From the records below, copy every line that contains the word "Pituir".

Source data =

+++++

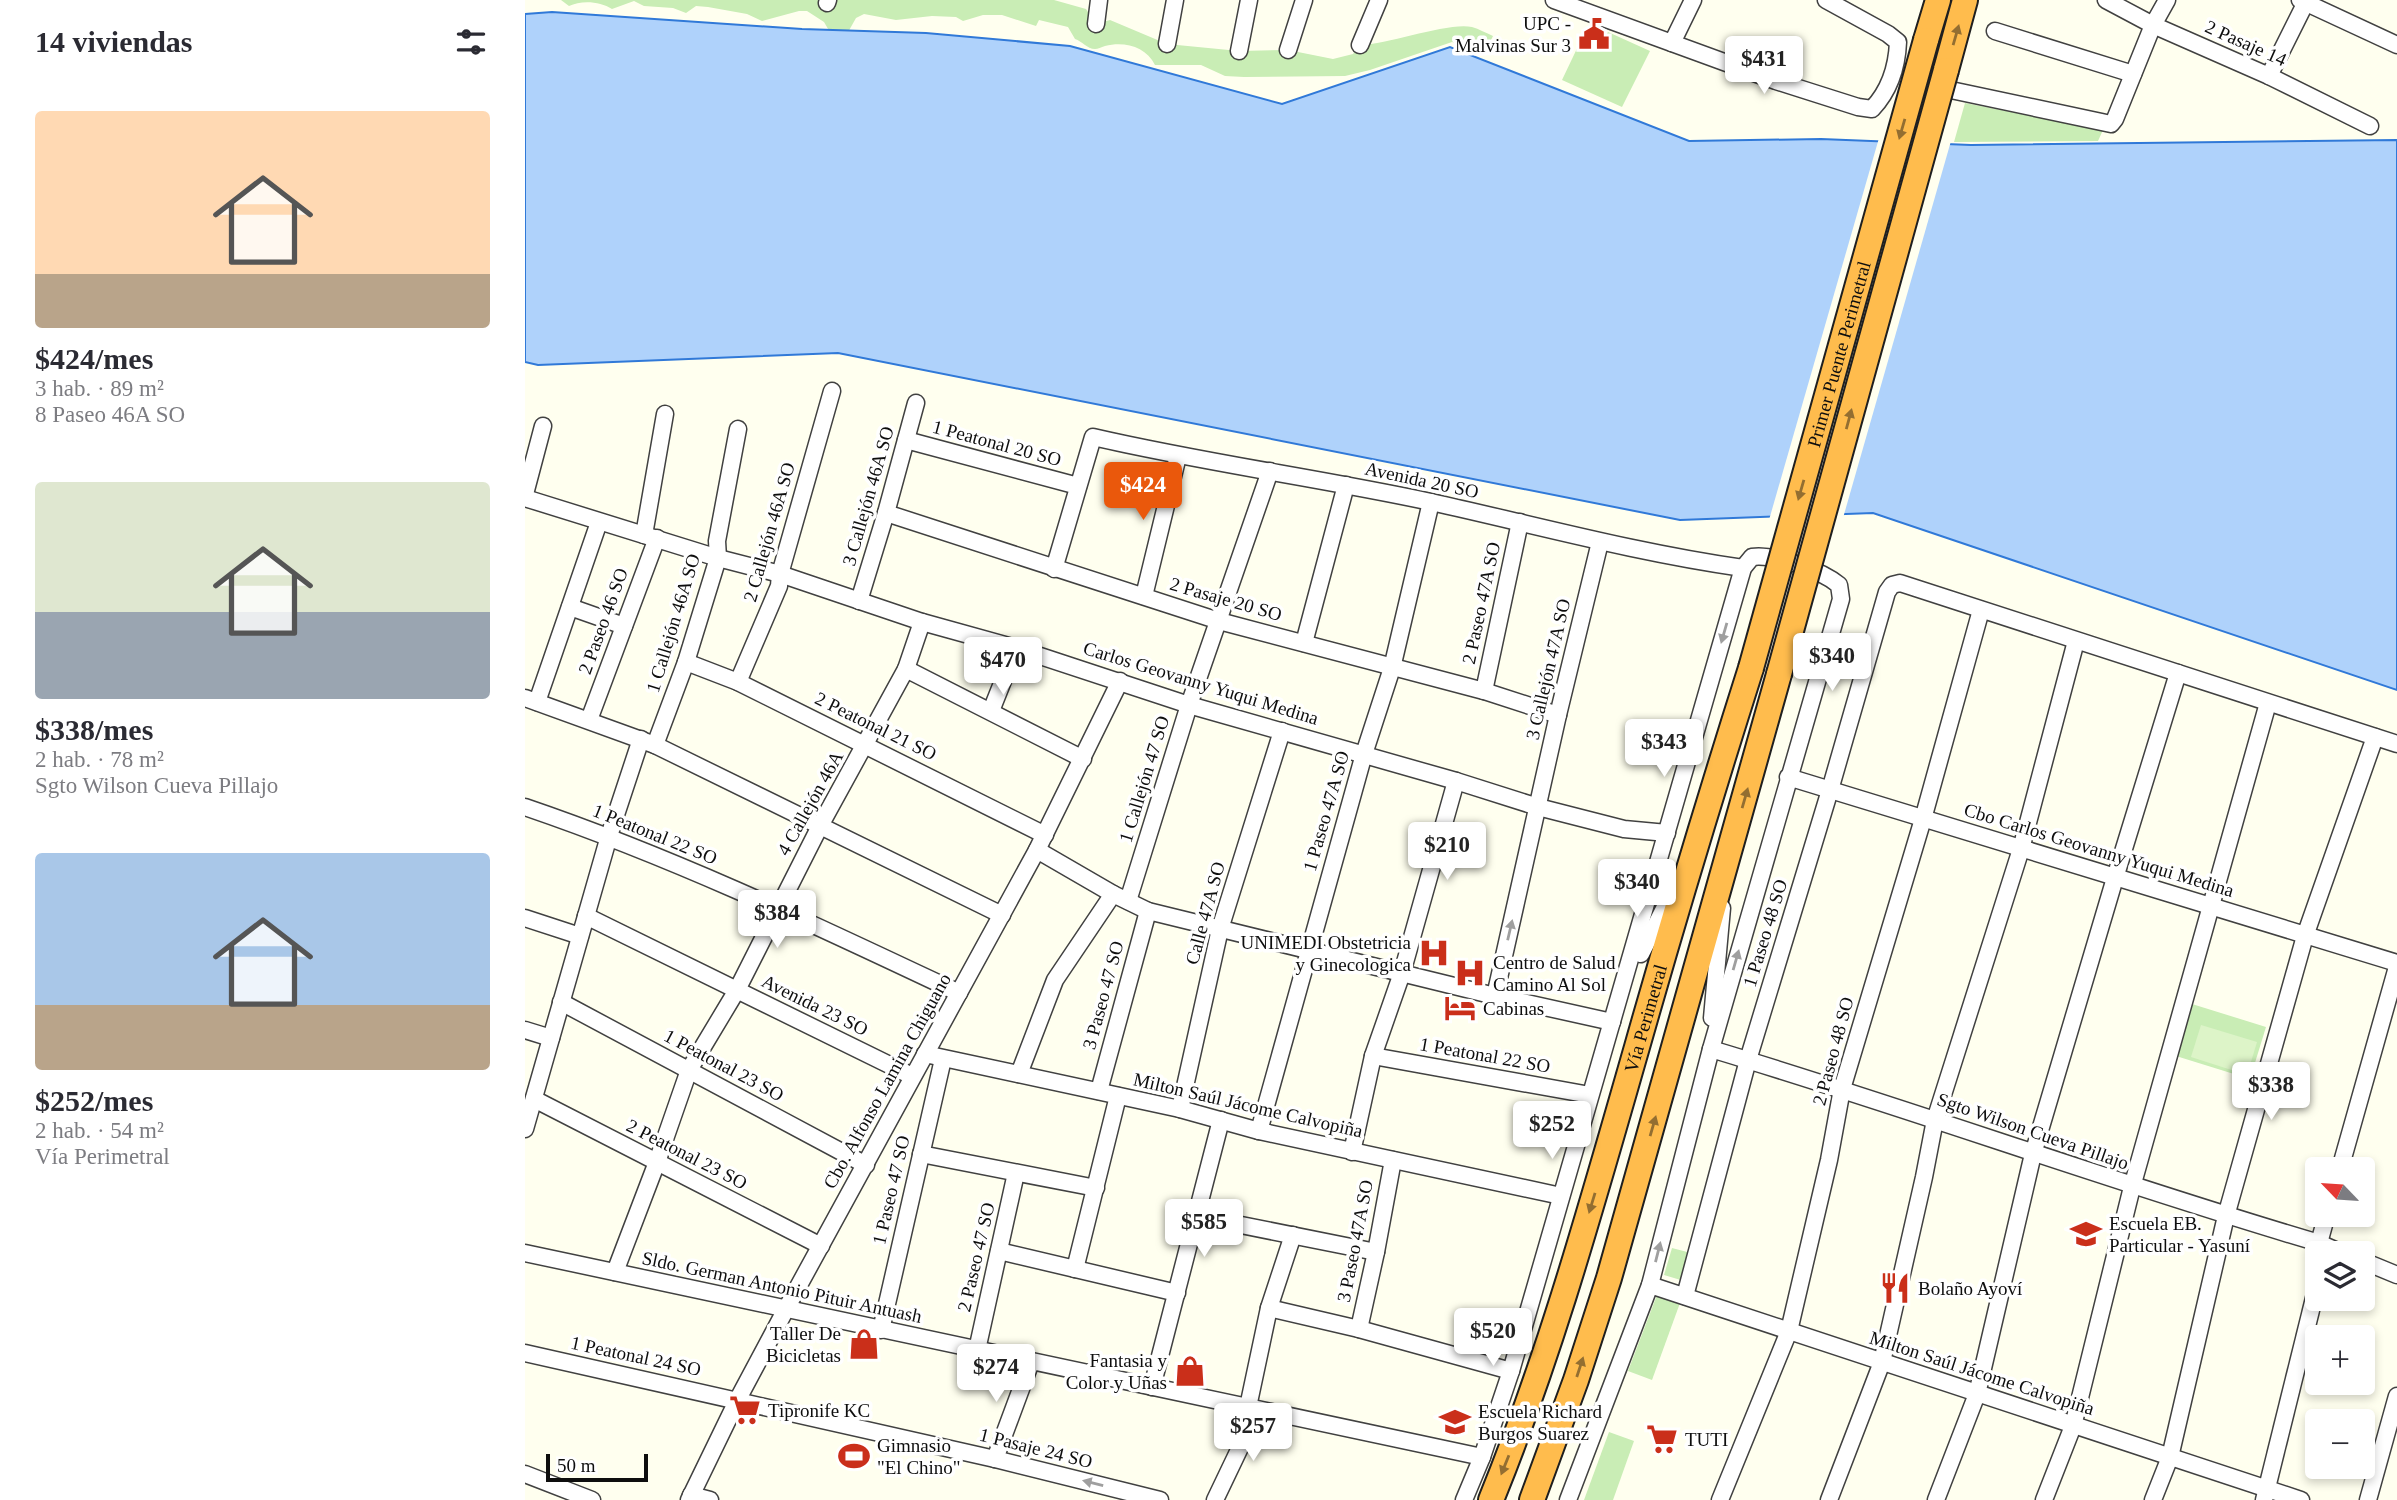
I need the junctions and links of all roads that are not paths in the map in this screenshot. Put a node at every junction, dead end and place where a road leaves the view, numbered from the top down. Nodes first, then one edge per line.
1 (1099, 0) edge
2 (1175, 0) edge
3 (1249, 0) edge
4 (1304, 0) edge
5 (1379, 0) edge
6 (1693, 0) edge
7 (1826, 0) edge
8 (1938, 0) edge
9 (1965, 0) edge
10 (2106, 0) edge
11 (2167, 0) edge
12 (2305, 1) edge
13 (1565, 2) edge
14 (1096, 24) dead end
15 (2153, 25) junction
16 (1995, 31) dead end
17 (1672, 43) junction
18 (1167, 44) dead end
19 (1360, 45) dead end
20 (2397, 45) edge
21 (1288, 50) dead end
22 (1239, 51) dead end
23 (2133, 74) junction
24 (2269, 76) junction
25 (1892, 77) junction
26 (2369, 126) dead end
27 (832, 391) dead end
28 (916, 403) dead end
29 (665, 414) dead end
30 (543, 426) dead end
31 (738, 429) dead end
32 (906, 440) junction
33 (1178, 456) junction
34 (1270, 471) junction
35 (1346, 485) junction
36 (1078, 486) junction
37 (525, 496) edge
38 (1431, 502) junction
39 (886, 513) junction
40 (599, 522) junction
41 (1520, 522) junction
42 (651, 536) junction
43 (1600, 542) junction
44 (718, 558) junction
45 (1743, 568) junction
46 (1054, 569) junction
47 (780, 574) junction
48 (1144, 596) junction
49 (859, 601) junction
50 (570, 607) junction
51 (1981, 610) junction
52 (1219, 621) junction
53 (922, 622) junction
54 (624, 626) junction
55 (2076, 641) junction
56 (1304, 643) junction
57 (1016, 648) junction
58 (685, 662) junction
59 (1392, 668) junction
60 (1751, 668) joint
61 (906, 669) junction
62 (2178, 673) junction
63 (1779, 674) joint
64 (1119, 681) junction
65 (738, 682) junction
66 (1484, 691) junction
67 (531, 700) edge
68 (2268, 703) junction
69 (1189, 705) junction
70 (991, 711) junction
71 (1558, 715) junction
72 (589, 720) junction
73 (1282, 731) junction
74 (2375, 737) junction
75 (648, 742) junction
76 (866, 744) junction
77 (2397, 744) edge
78 (1364, 754) junction
79 (1083, 759) junction
80 (1788, 778) junction
81 (1456, 781) junction
82 (1830, 790) junction
83 (525, 807) edge
84 (1538, 807) junction
85 (1923, 819) junction
86 (820, 826) junction
87 (1667, 834) junction
88 (1045, 835) junction
89 (609, 836) junction
90 (2021, 849) junction
91 (1037, 850) junction
92 (1692, 855) junction
93 (1727, 864) junction
94 (2115, 878) junction
95 (1120, 898) junction
96 (2211, 906) junction
97 (778, 908) junction
98 (1148, 911) junction
99 (1002, 915) junction
100 (586, 916) junction
101 (525, 918) edge
102 (1220, 929) junction
103 (580, 936) junction
104 (2305, 936) junction
105 (1309, 949) junction
106 (2397, 965) edge
107 (1402, 973) junction
108 (737, 990) junction
109 (959, 993) junction
110 (1495, 996) junction
111 (1619, 1001) junction
112 (561, 1002) junction
113 (1612, 1022) junction
114 (525, 1030) edge
115 (551, 1038) junction
116 (1711, 1049) junction
117 (926, 1054) junction
118 (1373, 1056) junction
119 (943, 1059) junction
120 (1748, 1060) junction
121 (689, 1070) junction
122 (1019, 1074) junction
123 (912, 1076) junction
124 (1842, 1088) junction
125 (1099, 1091) junction
126 (1590, 1095) junction
127 (1118, 1096) junction
128 (534, 1099) junction
129 (1180, 1109) junction
130 (1935, 1119) junction
131 (1221, 1120) junction
132 (525, 1129) edge
133 (1259, 1131) junction
134 (1352, 1152) junction
135 (921, 1154) junction
136 (2033, 1154) junction
137 (2343, 1157) edge
138 (1392, 1160) junction
139 (657, 1162) junction
140 (866, 1165) junction
141 (1016, 1173) junction
142 (2132, 1187) junction
143 (1096, 1188) junction
144 (1561, 1196) junction
145 (1196, 1216) junction
146 (2226, 1216) junction
147 (1293, 1235) junction
148 (2305, 1242) edge
149 (821, 1245) junction
150 (999, 1251) junction
151 (1376, 1252) junction
152 (525, 1253) edge
153 (2375, 1266) edge
154 (1075, 1269) junction
155 (615, 1272) junction
156 (2397, 1274) edge
157 (1650, 1285) junction
158 (1177, 1293) junction
159 (1685, 1296) junction
160 (786, 1308) junction
161 (1269, 1308) junction
162 (2311, 1311) edge
163 (1359, 1329) junction
164 (881, 1330) junction
165 (1789, 1331) junction
166 (977, 1350) junction
167 (525, 1353) edge
168 (1031, 1362) junction
169 (1882, 1362) junction
170 (1511, 1371) junction
171 (1151, 1387) junction
172 (1977, 1394) junction
173 (2397, 1395) edge
174 (738, 1399) junction
175 (1253, 1409) junction
176 (2073, 1426) junction
177 (1482, 1457) junction
178 (2170, 1457) junction
179 (995, 1459) junction
180 (525, 1474) edge
181 (2266, 1495) edge
182 (690, 1498) edge
183 (592, 1500) edge
184 (710, 1500) edge
185 (1160, 1500) edge
186 (1215, 1500) edge
187 (1464, 1500) edge
188 (1491, 1500) edge
189 (1532, 1500) edge
190 (1568, 1500) edge
191 (1720, 1500) edge
192 (1829, 1500) edge
193 (1936, 1500) edge
194 (2044, 1500) edge
195 (2153, 1500) edge
196 (2301, 1500) edge
197 (2368, 1500) edge

1 - 14 street
2 - 18 street
3 - 22 street
4 - 21 street
5 - 19 street
6 - 17 street
7 - 25 street
8 -> 60 highway, Primer Puente Perimetral, bridge
63 -> 9 highway, Primer Puente Perimetral, bridge
10 - 15 street, 2 Pasaje 14
11 - 15 street
12 - 20 street
12 - 24 street
13 - 17 street
15 - 23 street
15 - 24 street, 2 Pasaje 14
16 - 23 street
17 - 25 street
23 - 25 street
24 - 26 street, 2 Pasaje 14
27 - 47 street, 2 Callejón 46A SO
28 - 32 street, 3 Callejón 46A SO
29 - 42 street, 2 Paseo 46 SO
30 - 37 street
31 - 44 street, 1 Callejón 46A SO
32 - 36 street, 1 Peatonal 20 SO
32 - 39 street, 3 Callejón 46A SO
33 - 34 street, Avenida 20 SO
33 - 36 street, Avenida 20 SO
33 - 48 street
34 - 35 street, Avenida 20 SO
34 - 52 street, 1 Callejón 47 SO
35 - 38 street, Avenida 20 SO
35 - 56 street
36 - 46 street
37 - 40 street, Carlos Geovanny Yuqui Medina
38 - 41 street, Avenida 20 SO
38 - 59 street, 1 Paseo 47A SO
39 - 46 street, 2 Pasaje 20 SO
39 - 49 street, 3 Callejón 46A SO
40 - 42 street, Carlos Geovanny Yuqui Medina
40 - 50 street
41 - 43 street, Avenida 20 SO
41 - 66 street, 2 Paseo 47A SO
42 - 44 street, Carlos Geovanny Yuqui Medina
42 - 54 street, 2 Paseo 46 SO
43 - 45 street, Avenida 20 SO
43 - 71 street, 3 Callejón 47A SO
44 - 47 street, Carlos Geovanny Yuqui Medina
44 - 58 street, 1 Callejón 46A SO
45 - 80 street, Vía Perimetral
45 -> 87 street, Vía Perimetral
46 - 48 street, 2 Pasaje 20 SO
47 - 49 street, Carlos Geovanny Yuqui Medina
47 - 65 street, 2 Callejón 46A SO
48 - 52 street, 2 Pasaje 20 SO
49 - 53 street, Carlos Geovanny Yuqui Medina
50 - 54 street
50 - 67 street
51 - 55 street
51 - 82 street, 1 Paseo 48 SO
51 - 85 street, 2 Paseo 48 SO
52 - 56 street, 2 Pasaje 20 SO
52 - 69 street, 1 Callejón 47 SO
53 - 57 street, Carlos Geovanny Yuqui Medina
53 - 61 street, 4 Callejón 46A
54 - 72 street, 2 Paseo 46 SO
55 - 62 street
55 - 90 street
56 - 59 street, 2 Pasaje 20 SO
57 - 64 street, Carlos Geovanny Yuqui Medina
57 - 70 street
58 - 65 street, 2 Peatonal 21 SO
58 - 75 street, 1 Callejón 46A SO
59 - 66 street, 2 Pasaje 20 SO
59 - 78 street, 1 Paseo 47A SO
60 - 92 highway, Vía Perimetral
61 - 70 street
61 - 76 street, 4 Callejón 46A
62 - 68 street
62 - 94 street
93 -> 63 highway, Vía Perimetral
64 - 69 street, Carlos Geovanny Yuqui Medina
64 - 79 street, Cbo. Alfonso Lamina Chiguano
65 - 76 street, 2 Peatonal 21 SO
66 - 71 street, 2 Pasaje 20 SO
67 - 72 street
68 - 74 street
68 - 96 street
69 - 73 street, Carlos Geovanny Yuqui Medina
69 - 95 street, 1 Callejón 47 SO
70 - 79 street
71 - 84 street, 3 Callejón 47A SO
72 - 75 street
73 - 78 street, Carlos Geovanny Yuqui Medina
73 - 102 street, Calle 47A SO
74 - 77 street
74 - 104 street
75 - 86 street
75 - 89 street, 1 Callejón 46A SO
76 - 86 street, 4 Callejón 46A
76 - 88 street, 2 Peatonal 21 SO
78 - 81 street, Carlos Geovanny Yuqui Medina
78 - 105 street, 1 Paseo 47A SO
79 - 88 street, Cbo. Alfonso Lamina Chiguano
80 - 82 street, Cbo Carlos Geovanny Yuqui Medina
116 -> 80 street, Vía Perimetral
81 - 84 street, Carlos Geovanny Yuqui Medina
81 - 107 street
82 - 85 street, Cbo Carlos Geovanny Yuqui Medina
82 - 120 street, 1 Paseo 48 SO
83 - 89 street, 1 Peatonal 22 SO
84 - 87 street, Carlos Geovanny Yuqui Medina
110 -> 84 street
85 - 90 street, Cbo Carlos Geovanny Yuqui Medina
85 - 124 street, 2 Paseo 48 SO
86 - 97 street, 4 Callejón 46A
86 - 99 street
87 - 111 street, Vía Perimetral
88 - 91 street, Cbo. Alfonso Lamina Chiguano
89 - 97 street, 1 Peatonal 22 SO
89 - 100 street, 1 Callejón 46A SO
90 - 94 street, Cbo Carlos Geovanny Yuqui Medina
90 - 130 street
91 - 95 street
91 - 99 street, Cbo. Alfonso Lamina Chiguano
92 - 111 street, Vía Perimetral
92 -> 188 highway, Vía Perimetral
93 - 116 street, Vía Perimetral
189 -> 93 highway, Vía Perimetral
94 - 96 street, Cbo Carlos Geovanny Yuqui Medina
94 - 136 street
95 - 98 street
95 - 122 street
96 - 104 street, Cbo Carlos Geovanny Yuqui Medina
96 - 142 street
97 - 108 street, 4 Callejón 46A
97 - 109 street, 1 Peatonal 22 SO
98 - 102 street
98 - 125 street, 3 Paseo 47 SO
99 - 109 street, Cbo. Alfonso Lamina Chiguano
100 - 103 street, 1 Callejón 46A SO
100 - 108 street, Avenida 23 SO
101 - 103 street
102 - 105 street
102 - 129 street, Calle 47A SO
103 - 112 street, 1 Callejón 46A SO
104 - 106 street, Cbo Carlos Geovanny Yuqui Medina
104 - 146 street
105 - 107 street
105 - 133 street, 1 Paseo 47A SO
106 - 137 street
107 - 110 street
107 - 118 street
108 - 121 street, 4 Callejón 46A
108 - 123 street, Avenida 23 SO
109 - 117 street, Cbo. Alfonso Lamina Chiguano
110 - 113 street
111 - 113 street, Vía Perimetral
112 - 115 street, 1 Callejón 46A SO
112 - 121 street, 1 Peatonal 23 SO
113 - 126 street, Vía Perimetral
114 - 115 street
115 - 128 street, 1 Callejón 46A SO
116 - 120 street, Sgto Wilson Cueva Pillajo
157 -> 116 street, Vía Perimetral
117 - 119 street, Milton Saúl Jácome Calvopiña
117 - 123 street, Cbo. Alfonso Lamina Chiguano
118 - 126 street, 1 Peatonal 22 SO
118 - 134 street
119 - 122 street, Milton Saúl Jácome Calvopiña
119 - 135 street, 1 Paseo 47 SO
120 - 124 street, Sgto Wilson Cueva Pillajo
120 - 159 street, 1 Paseo 48 SO
121 - 139 street, 4 Callejón 46A
121 - 140 street, 1 Peatonal 23 SO
122 - 125 street, Milton Saúl Jácome Calvopiña
123 - 140 street, Cbo. Alfonso Lamina Chiguano
124 - 130 street, Sgto Wilson Cueva Pillajo
124 - 165 street, 2 Paseo 48 SO
125 - 127 street, Milton Saúl Jácome Calvopiña
126 - 144 street, Vía Perimetral
127 - 129 street, Milton Saúl Jácome Calvopiña
127 - 143 street
128 - 132 street, 1 Callejón 46A SO
128 - 139 street, 2 Peatonal 23 SO
129 - 131 street, Milton Saúl Jácome Calvopiña
130 - 136 street, Sgto Wilson Cueva Pillajo
130 - 169 street
131 - 133 street, Milton Saúl Jácome Calvopiña
131 - 145 street
133 - 134 street, Milton Saúl Jácome Calvopiña
134 - 138 street, Milton Saúl Jácome Calvopiña
135 - 141 street
135 - 164 street, 1 Paseo 47 SO
136 - 142 street, Sgto Wilson Cueva Pillajo
136 - 172 street
138 - 144 street, Milton Saúl Jácome Calvopiña
138 - 151 street, 3 Paseo 47A SO
139 - 149 street, 2 Peatonal 23 SO
139 - 155 street, 4 Callejón 46A
140 - 149 street, Cbo. Alfonso Lamina Chiguano
141 - 143 street
141 - 150 street, 2 Paseo 47 SO
142 - 146 street, Sgto Wilson Cueva Pillajo
142 - 176 street
143 - 154 street
144 - 170 street, Vía Perimetral
145 - 147 street
145 - 158 street
146 - 148 street, Sgto Wilson Cueva Pillajo
146 - 178 street
147 - 151 street
147 - 161 street
149 - 160 street, Cbo. Alfonso Lamina Chiguano
150 - 154 street
150 - 166 street, 2 Paseo 47 SO
151 - 163 street, 3 Paseo 47A SO
152 - 155 street, Sldo. German Antonio Pituir Antuash
153 - 156 street
154 - 158 street
155 - 160 street, Sldo. German Antonio Pituir Antuash
157 - 159 street, Milton Saúl Jácome Calvopiña
157 - 190 street, Vía Perimetral
158 - 171 street
159 - 165 street, Milton Saúl Jácome Calvopiña
160 - 164 street, Sldo. German Antonio Pituir Antuash
160 - 174 street, Cbo. Alfonso Lamina Chiguano
161 - 163 street
161 - 175 street
162 - 181 street
163 - 170 street
164 - 166 street, Sldo. German Antonio Pituir Antuash
165 - 169 street, Milton Saúl Jácome Calvopiña
165 - 191 street, 2 Paseo 48 SO
166 - 168 street, Sldo. German Antonio Pituir Antuash
167 - 174 street, 1 Peatonal 24 SO
168 - 171 street, Sldo. German Antonio Pituir Antuash
168 - 179 street
169 - 172 street, Milton Saúl Jácome Calvopiña
169 - 192 street
170 - 177 street, Vía Perimetral
171 - 175 street, Sldo. German Antonio Pituir Antuash
172 - 176 street, Milton Saúl Jácome Calvopiña
172 - 193 street
173 - 197 street
174 - 179 street, 1 Pasaje 24 SO
174 - 182 street, Cbo. Alfonso Lamina Chiguano
175 - 177 street, Sldo. German Antonio Pituir Antuash
175 - 186 street
176 - 178 street, Milton Saúl Jácome Calvopiña
176 - 194 street
177 - 187 street, Vía Perimetral
178 - 181 street, Milton Saúl Jácome Calvopiña
178 - 195 street
185 -> 179 street, 1 Pasaje 24 SO
180 - 183 street
181 - 196 street, Milton Saúl Jácome Calvopiña
182 - 184 street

+++++

Response area =
152 - 155 street, Sldo. German Antonio Pituir Antuash
155 - 160 street, Sldo. German Antonio Pituir Antuash
160 - 164 street, Sldo. German Antonio Pituir Antuash
164 - 166 street, Sldo. German Antonio Pituir Antuash
166 - 168 street, Sldo. German Antonio Pituir Antuash
168 - 171 street, Sldo. German Antonio Pituir Antuash
171 - 175 street, Sldo. German Antonio Pituir Antuash
175 - 177 street, Sldo. German Antonio Pituir Antuash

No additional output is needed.